Source material START

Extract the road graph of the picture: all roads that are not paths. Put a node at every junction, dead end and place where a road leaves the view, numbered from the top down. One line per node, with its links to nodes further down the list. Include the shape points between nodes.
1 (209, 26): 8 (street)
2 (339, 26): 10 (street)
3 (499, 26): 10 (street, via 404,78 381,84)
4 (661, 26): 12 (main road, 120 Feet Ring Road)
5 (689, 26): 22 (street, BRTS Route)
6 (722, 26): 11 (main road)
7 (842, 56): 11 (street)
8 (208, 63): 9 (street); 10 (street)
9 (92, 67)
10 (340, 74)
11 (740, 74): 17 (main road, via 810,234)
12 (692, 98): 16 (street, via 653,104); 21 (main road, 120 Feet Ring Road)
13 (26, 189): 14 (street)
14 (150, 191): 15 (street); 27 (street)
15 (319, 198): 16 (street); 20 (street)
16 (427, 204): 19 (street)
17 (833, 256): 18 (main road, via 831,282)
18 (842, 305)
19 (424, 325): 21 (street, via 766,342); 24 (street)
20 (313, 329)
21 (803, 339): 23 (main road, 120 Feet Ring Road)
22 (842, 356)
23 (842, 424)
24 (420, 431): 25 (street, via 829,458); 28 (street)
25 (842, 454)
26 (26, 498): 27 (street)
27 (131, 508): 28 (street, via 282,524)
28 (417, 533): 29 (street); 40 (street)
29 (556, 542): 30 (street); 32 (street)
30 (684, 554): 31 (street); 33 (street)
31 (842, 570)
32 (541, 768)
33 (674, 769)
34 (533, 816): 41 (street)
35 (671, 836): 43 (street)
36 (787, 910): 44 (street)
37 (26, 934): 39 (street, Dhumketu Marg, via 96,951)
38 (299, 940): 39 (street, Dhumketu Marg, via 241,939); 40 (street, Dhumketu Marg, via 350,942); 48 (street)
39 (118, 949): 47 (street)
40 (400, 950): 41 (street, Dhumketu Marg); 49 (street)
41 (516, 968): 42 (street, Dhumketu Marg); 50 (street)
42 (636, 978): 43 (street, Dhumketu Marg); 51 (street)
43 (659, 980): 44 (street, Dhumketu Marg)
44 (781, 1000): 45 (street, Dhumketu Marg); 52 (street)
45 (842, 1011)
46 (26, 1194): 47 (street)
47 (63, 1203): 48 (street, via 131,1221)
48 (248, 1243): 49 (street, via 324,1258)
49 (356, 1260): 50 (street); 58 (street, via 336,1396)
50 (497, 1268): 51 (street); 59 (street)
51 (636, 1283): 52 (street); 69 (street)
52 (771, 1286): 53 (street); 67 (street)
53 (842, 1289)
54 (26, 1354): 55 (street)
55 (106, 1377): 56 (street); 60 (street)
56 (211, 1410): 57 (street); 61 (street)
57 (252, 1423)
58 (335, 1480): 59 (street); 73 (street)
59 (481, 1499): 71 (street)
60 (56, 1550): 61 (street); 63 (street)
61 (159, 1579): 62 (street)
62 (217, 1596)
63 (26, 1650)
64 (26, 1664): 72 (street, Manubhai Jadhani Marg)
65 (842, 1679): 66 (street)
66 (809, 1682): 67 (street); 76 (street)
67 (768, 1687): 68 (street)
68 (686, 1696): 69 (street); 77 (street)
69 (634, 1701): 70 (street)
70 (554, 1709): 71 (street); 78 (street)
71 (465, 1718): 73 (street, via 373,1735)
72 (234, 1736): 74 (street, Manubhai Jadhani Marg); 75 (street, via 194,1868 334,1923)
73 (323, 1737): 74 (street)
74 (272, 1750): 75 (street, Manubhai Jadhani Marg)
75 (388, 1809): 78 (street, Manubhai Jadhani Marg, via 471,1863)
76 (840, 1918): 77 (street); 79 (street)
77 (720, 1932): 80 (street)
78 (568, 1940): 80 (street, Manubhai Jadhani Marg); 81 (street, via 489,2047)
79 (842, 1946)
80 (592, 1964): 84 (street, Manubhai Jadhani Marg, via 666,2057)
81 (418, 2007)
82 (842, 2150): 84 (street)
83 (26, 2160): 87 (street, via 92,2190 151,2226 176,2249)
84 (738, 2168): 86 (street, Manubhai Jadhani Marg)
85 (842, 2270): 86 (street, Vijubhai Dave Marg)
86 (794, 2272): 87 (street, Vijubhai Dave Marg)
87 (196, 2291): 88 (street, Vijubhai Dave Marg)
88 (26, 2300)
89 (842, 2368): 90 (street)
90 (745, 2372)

Source material END

Look over the entries above and say how many lines contain "Vijubhai"; give only the number.

Solution to this task - 3